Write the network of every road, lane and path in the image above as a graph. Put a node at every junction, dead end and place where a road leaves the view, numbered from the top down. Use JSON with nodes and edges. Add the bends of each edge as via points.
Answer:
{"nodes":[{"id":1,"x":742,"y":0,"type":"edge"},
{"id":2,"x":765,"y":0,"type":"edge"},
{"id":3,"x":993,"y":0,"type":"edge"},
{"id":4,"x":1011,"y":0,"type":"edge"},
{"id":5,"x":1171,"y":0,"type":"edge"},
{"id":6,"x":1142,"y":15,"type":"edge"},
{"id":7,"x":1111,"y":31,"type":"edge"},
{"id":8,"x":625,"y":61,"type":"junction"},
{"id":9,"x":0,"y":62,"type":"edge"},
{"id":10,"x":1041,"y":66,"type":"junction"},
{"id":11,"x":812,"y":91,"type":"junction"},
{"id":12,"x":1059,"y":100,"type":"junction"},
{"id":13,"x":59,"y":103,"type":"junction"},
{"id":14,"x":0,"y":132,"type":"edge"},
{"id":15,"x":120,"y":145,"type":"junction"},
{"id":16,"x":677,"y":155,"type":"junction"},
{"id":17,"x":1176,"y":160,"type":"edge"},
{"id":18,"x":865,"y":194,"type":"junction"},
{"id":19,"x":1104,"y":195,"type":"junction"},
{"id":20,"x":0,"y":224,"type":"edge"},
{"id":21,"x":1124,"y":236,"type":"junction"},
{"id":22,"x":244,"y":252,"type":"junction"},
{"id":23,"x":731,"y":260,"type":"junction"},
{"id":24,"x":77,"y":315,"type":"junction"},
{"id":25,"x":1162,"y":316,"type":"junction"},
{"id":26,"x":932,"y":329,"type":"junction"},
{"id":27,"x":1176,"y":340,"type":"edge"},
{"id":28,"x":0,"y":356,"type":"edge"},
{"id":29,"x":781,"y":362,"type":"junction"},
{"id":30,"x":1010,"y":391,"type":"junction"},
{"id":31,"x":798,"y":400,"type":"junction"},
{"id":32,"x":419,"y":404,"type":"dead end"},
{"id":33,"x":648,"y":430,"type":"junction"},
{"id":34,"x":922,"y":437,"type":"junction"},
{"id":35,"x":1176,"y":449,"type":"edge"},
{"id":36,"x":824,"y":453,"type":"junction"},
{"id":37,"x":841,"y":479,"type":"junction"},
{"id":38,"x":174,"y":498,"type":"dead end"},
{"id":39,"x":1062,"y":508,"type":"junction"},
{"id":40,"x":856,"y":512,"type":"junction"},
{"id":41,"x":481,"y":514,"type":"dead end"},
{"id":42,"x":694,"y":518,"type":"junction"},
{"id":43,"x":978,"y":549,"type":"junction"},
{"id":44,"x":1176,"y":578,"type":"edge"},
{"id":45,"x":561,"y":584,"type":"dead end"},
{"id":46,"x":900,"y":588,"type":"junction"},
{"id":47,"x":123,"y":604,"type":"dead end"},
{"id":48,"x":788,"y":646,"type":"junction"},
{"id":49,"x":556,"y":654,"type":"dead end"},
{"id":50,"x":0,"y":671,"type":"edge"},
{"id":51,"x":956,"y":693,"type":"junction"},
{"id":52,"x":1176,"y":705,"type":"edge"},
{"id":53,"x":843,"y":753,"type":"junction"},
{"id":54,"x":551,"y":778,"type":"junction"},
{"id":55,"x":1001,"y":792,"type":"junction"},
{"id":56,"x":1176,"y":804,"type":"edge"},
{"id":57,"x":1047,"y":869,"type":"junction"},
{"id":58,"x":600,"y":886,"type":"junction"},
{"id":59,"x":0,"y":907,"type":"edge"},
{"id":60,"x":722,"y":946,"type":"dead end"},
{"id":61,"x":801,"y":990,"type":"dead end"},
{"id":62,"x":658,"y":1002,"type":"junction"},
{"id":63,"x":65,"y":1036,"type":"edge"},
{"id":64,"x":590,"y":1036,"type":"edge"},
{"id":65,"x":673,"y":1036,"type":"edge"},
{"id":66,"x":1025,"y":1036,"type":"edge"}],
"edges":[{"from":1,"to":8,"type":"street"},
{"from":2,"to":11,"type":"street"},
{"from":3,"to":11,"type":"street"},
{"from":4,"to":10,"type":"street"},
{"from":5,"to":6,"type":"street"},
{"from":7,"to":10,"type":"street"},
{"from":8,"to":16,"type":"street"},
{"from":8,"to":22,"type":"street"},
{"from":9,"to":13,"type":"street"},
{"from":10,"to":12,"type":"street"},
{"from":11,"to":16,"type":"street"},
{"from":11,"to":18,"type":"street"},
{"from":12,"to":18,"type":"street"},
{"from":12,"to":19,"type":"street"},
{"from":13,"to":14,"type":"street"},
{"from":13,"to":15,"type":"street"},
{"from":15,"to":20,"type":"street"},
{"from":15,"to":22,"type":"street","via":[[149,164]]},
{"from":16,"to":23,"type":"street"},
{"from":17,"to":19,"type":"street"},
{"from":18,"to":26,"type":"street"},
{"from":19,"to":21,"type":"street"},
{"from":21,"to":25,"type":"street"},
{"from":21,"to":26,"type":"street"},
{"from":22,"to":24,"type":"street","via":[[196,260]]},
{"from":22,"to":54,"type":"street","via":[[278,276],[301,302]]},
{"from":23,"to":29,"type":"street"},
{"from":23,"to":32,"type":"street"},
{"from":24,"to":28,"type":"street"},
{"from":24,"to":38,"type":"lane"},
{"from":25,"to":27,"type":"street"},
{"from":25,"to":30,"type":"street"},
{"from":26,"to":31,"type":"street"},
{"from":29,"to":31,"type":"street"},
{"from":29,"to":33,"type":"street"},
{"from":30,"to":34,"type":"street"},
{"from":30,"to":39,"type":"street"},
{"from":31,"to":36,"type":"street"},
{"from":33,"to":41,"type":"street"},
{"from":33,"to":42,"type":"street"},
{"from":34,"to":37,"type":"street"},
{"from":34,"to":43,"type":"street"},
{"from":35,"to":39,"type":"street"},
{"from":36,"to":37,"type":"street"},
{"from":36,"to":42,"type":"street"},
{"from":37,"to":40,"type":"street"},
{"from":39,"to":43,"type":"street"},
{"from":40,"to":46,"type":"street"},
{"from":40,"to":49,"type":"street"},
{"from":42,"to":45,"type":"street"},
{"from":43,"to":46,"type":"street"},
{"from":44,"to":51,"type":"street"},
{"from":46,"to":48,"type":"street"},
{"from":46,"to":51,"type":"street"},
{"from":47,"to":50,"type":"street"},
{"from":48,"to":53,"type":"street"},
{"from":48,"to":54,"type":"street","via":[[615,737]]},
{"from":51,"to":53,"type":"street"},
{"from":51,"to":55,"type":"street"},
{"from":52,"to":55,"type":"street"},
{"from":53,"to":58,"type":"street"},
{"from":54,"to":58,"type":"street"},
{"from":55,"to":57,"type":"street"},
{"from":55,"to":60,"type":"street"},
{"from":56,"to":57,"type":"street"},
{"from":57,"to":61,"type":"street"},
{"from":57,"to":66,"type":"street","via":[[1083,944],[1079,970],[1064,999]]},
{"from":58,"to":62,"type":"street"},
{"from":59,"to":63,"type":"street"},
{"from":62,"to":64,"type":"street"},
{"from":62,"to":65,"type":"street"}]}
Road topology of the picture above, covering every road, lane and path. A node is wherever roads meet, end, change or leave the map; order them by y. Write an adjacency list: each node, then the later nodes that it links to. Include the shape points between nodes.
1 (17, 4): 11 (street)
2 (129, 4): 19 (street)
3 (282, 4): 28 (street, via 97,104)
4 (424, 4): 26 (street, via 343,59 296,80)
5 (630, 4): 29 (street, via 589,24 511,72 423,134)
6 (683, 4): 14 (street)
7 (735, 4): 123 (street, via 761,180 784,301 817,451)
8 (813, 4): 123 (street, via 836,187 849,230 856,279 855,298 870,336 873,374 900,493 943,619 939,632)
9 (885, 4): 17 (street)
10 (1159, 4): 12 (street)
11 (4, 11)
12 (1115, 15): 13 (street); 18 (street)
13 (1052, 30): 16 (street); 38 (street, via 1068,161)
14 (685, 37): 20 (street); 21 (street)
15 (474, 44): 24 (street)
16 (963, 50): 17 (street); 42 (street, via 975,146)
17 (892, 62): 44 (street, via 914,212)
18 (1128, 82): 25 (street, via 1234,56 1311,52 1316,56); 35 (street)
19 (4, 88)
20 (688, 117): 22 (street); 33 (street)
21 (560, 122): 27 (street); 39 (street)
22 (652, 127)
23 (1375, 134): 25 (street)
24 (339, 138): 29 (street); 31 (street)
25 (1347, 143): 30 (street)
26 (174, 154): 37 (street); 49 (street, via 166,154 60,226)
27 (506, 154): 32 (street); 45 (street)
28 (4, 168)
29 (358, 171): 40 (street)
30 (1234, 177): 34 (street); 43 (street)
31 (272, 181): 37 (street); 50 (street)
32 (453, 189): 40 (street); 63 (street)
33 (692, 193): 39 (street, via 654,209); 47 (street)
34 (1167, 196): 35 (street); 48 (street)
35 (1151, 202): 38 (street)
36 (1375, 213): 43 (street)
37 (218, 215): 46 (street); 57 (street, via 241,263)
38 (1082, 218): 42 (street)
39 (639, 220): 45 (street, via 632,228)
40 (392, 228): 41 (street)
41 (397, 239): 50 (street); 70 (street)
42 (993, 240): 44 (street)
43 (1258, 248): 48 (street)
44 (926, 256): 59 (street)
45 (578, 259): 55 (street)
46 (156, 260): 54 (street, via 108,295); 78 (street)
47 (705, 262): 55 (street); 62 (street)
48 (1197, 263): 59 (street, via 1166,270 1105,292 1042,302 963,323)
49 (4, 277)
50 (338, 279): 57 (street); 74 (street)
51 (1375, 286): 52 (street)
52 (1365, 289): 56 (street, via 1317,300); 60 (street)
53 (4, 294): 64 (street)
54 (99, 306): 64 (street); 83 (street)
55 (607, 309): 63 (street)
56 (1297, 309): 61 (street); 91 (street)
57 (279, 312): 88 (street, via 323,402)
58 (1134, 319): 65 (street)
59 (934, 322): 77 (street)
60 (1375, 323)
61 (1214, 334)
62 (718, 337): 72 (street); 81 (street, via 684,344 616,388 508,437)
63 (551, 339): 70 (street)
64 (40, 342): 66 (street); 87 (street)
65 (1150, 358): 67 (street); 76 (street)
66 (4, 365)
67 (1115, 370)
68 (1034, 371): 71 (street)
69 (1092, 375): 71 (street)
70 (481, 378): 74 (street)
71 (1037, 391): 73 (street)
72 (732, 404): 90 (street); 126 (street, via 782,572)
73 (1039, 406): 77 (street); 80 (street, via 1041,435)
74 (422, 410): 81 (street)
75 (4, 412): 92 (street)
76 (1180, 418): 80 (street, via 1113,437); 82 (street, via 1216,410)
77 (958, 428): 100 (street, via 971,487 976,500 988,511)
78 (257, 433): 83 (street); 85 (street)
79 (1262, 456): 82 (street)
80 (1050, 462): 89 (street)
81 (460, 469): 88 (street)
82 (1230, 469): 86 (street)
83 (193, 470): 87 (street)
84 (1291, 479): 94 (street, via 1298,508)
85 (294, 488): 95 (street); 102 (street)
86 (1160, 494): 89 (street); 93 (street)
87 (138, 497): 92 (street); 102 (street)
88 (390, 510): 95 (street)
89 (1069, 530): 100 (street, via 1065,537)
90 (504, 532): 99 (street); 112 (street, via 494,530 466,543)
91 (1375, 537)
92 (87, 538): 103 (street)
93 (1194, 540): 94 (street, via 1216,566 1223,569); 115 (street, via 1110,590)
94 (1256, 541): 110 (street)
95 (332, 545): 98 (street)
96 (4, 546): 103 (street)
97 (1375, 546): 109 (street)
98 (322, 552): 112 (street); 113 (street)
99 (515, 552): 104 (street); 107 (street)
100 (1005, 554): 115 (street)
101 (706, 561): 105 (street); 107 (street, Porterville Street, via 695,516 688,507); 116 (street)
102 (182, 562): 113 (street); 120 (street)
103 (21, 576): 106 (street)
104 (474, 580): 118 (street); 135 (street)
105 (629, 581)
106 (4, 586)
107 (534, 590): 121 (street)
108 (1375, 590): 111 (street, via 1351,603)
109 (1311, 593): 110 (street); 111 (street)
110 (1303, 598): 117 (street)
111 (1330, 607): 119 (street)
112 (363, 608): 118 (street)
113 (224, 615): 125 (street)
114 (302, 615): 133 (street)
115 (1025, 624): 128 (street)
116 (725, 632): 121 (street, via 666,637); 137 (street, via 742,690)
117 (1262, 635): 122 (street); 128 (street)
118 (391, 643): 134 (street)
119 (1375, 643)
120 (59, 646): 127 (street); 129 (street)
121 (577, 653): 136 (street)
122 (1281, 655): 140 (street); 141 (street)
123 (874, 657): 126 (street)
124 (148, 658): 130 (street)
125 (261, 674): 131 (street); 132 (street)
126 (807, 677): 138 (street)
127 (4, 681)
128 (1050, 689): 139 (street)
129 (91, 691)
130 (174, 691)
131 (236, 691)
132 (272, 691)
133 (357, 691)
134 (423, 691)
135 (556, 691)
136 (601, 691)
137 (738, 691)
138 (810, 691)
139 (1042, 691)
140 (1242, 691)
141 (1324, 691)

--------------------------------------------------

What the exercise asks: Every line containing the word "edges" must be copied from the material above.

Task result:
Write the network of every road, lane and path in the image above as a graph. Put a node at every junction, dead end and place where a road leaves the view, numbered from the top down. Use JSON with nodes and edges. Add the bends of each edge as via points.
"edges":[{"from":1,"to":8,"type":"street"},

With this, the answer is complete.